Parte do elenco da Desportiva, já dispensado pelo clube | Divulgação

Prisão de presidente por tráfico provoca desmanche na Desportiva-ES

“A corda sempre arrebenta do lado mais fraco”, ensina um velho adágio popular. A máxima voltou a se repetir durante a semana, no Espírito Santo. Na quinta-feira, o presidente eleito da Desportiva Ferroviária-ES, o portuário Edney Costa, foi preso em uma operação da Polícia Federal que apreendeu 240 quilos de cocaína em um contêiner no Porto de Vila Velha-ES.

A droga estava escondida junto a uma carga de milho, que seria enviada para a Espanha. Costa tomaria posse em janeiro, mas a prisão do futuro dirigente encheu o clube de incertezas sobre os planos para 2018. Assim, a diretoria decidiu dissolver a comissão técnica e liberar os jogadores, que podem negociar com outros clubes no período e alguns podem aparecer no mercado carioca.

O treinador Rafael Soriano, que já dirigiu no Americano, Campos, Sampaio Corrêa e São João da Barra no Rio, explica que, assim como todos no clube, foi pego de surpreso com a notícia. Em Teresópolis, onde realiza o curso para obtenção da licença A de treinador de futebol, ele explica que Costa estava presente no dia a dia do clube.

— Nós estávamos nos preparando para ir a Cardoso Moreira, no Norte Fluminense, onde alinhávamos tudo para fazer uma boa pré-temporada.

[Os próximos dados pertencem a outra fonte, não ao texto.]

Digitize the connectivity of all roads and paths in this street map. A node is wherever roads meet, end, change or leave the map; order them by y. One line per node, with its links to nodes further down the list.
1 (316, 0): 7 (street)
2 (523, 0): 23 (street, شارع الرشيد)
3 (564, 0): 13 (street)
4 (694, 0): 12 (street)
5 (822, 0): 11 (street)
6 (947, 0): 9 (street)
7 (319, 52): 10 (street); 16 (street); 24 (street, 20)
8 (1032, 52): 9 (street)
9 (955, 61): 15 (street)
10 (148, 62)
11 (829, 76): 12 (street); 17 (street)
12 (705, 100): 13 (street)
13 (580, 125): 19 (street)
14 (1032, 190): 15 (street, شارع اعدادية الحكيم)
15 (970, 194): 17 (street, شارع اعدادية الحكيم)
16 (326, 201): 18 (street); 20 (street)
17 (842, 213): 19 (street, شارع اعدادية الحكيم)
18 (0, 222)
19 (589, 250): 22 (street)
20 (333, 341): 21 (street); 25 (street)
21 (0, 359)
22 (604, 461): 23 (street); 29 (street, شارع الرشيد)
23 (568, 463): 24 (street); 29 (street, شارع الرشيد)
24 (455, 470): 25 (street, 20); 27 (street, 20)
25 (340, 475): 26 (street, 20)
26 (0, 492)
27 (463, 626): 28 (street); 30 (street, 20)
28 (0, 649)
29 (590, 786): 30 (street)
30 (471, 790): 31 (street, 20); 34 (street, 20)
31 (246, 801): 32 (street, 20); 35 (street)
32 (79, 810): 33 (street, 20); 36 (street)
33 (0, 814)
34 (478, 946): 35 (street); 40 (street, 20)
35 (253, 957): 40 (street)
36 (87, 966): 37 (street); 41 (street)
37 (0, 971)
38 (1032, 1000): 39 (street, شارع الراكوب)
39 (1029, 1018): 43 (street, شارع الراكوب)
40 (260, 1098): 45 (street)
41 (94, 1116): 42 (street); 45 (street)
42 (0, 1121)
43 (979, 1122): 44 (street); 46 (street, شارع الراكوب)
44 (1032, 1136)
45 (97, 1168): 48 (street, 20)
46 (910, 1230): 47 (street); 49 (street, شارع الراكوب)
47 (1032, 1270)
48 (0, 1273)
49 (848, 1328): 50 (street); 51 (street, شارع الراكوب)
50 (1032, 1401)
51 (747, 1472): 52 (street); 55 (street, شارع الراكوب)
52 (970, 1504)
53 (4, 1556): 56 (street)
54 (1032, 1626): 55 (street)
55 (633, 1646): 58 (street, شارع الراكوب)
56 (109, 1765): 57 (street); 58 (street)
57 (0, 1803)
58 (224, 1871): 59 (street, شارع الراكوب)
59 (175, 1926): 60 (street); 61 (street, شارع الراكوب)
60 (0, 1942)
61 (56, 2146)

Enquanto o clube realiza as definições, o ideal era mesmo dispensar o elenco, para que todos possam se organizar novamente — afirma.

A reapresentação do elenco, ou do que restar dele, está prevista para o dia dois de janeiro. A Desportiva estreia no Campeonato Capixaba dia 17 de janeiro, fora de casa, contra o Atlético de Itapemirim, atual campeão. Em nota oficial, o clube anunciou que não se posicionaria sobre o problema judicial enfrentado pelo presidente eleito, porque esse é um assunto que não tem relação como clube.